This review paper summarizes major and representative developments in vehicular emissions regulations and technologies from 2015. The paper starts with the key regulatory advancements in the field, including newly proposed Euro 6 type regulations for Beijing, China, and India in the 2017-20 timeframe. Europe is continuing developments towards real driving emissions (RDE) standards with the conformity factors for light-duty diesel NOx ramping down to 1.5X by 2021. The California heavy duty (HD) low-NOx regulation is advancing and may be proposed in 2017/18 for implementation in 2023+.
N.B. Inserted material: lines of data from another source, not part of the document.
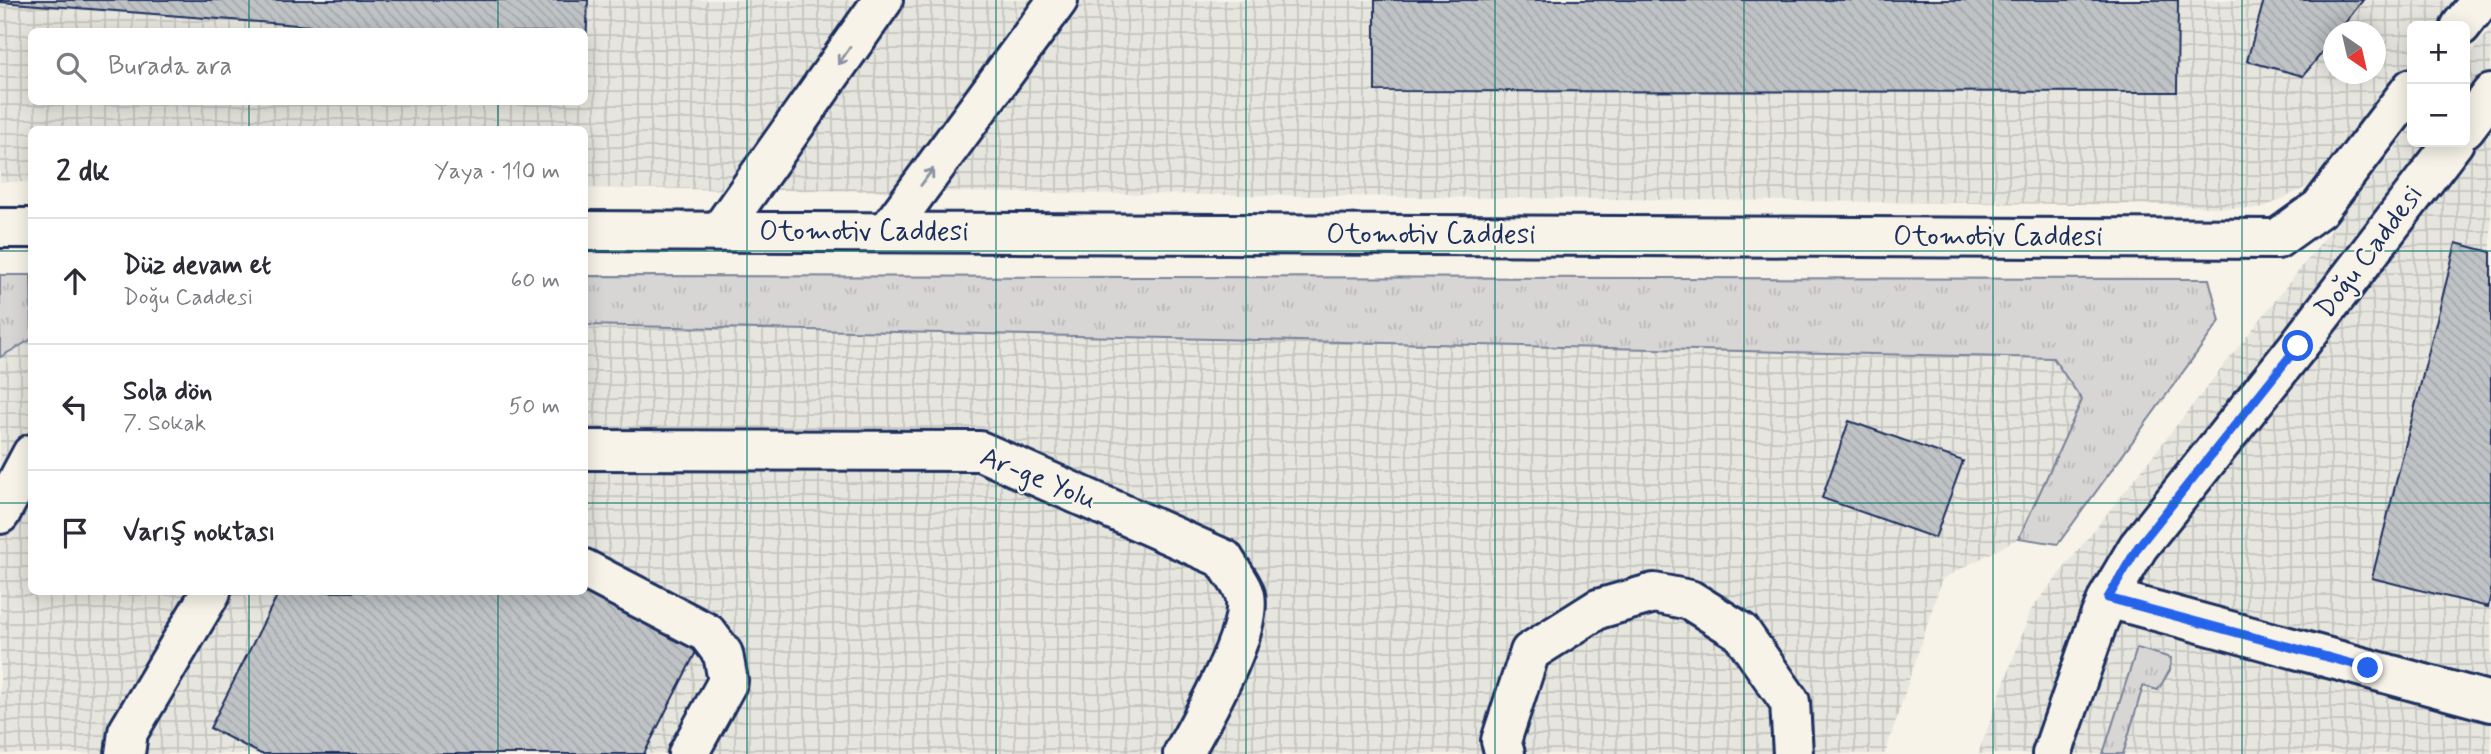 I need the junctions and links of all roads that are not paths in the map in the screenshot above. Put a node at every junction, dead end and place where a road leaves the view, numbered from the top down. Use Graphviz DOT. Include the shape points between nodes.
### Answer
graph roads {
  1 [pos="883,0"];
  2 [pos="1058,0"];
  3 [pos="2481,0"];
  4 [pos="2464,21"];
  5 [pos="2491,94"];
  6 [pos="2407,95"];
  7 [pos="2470,121"];
  8 [pos="2450,147"];
  9 [pos="0,228"];
  10 [pos="28,228"];
  11 [pos="588,230"];
  12 [pos="720,231"];
  13 [pos="887,232"];
  14 [pos="588,450"];
  15 [pos="28,462"];
  16 [pos="0,514"];
  17 [pos="588,571"];
  18 [pos="209,595"];
  19 [pos="2108,598"];
  20 [pos="2491,702"];
  21 [pos="125,754"];
  22 [pos="688,754"];
  23 [pos="1183,754"];
  24 [pos="1504,754"];
  25 [pos="1793,754"];
  26 [pos="2052,754"];
  1 -- 12 [label="street, one-way"];
  13 -- 2 [label="street, one-way"];
  3 -- 4 [label="street"];
  5 -- 7 [label="street"];
  6 -- 13 [label="street, Otomotiv Caddesi" via="2320,208 2277,239"];
  8 -- 19 [label="street, Doğu Caddesi" via="2138,547"];
  9 -- 10 [label="street"];
  11 -- 12 [label="street, Otomotiv Caddesi"];
  12 -- 13 [label="street, Otomotiv Caddesi"];
  14 -- 23 [label="street, Ar-ge Yolu" via="980,451 1224,559 1245,594 1244,625"];
  15 -- 16 [label="street"];
  17 -- 22 [label="street" via="707,633 723,654 729,681"];
  18 -- 21 [label="street" via="128,732"];
  19 -- 20 [label="street"];
  19 -- 26 [label="street, Doğu Caddesi"];
  24 -- 25 [label="street" via="1501,741 1530,652 1598,609 1654,593 1690,600 1741,632 1790,702"];
}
LD (light duty) and HD engine technology continues showing marked improvements in engine efficiency. Key developments are summarized for gasoline and diesel engines to meet both the emerging criteria and greenhouse gas regulations. LD gasoline concepts are achieving 45% BTE (brake thermal efficiency or net amount of fuel energy gong to the crankshaft) and closing the gap with diesel. Projections indicate tight CO2 regulations will require some degree of hybridization and/or high-performing diesel engines. HD engines are demonstrating more than 50% (BTE) using methods that can reasonably be commercialized; and proposals are developed for reaching 55% BTE.
Lean NOx control technologies are summarized, including SCR (selective catalytic reduction), SCR filters, and combination systems. Emphasis is on durability, N2O, and greatly reduced emissions. Diesel PM (particulate matter) reductions are evolving around the nature of soot and the distribution in the filters. Gasoline direct injection (GDI) particulates carry PAHs (polycyclic aromatic hydrocarbons) through the three way catalyst, but filters can remove most of them. Gasoline particulate filter regeneration is now better understood. Improved understanding of oxidation catalyst formulations are reported with further quantification of the impact of precious metal formulations. Finally, the paper discusses some key developments in three-way catalysts, with improved understanding of the catalyst-support interactions, and the introduction of a low-mass cellular substrate that improves TWC cold start performance.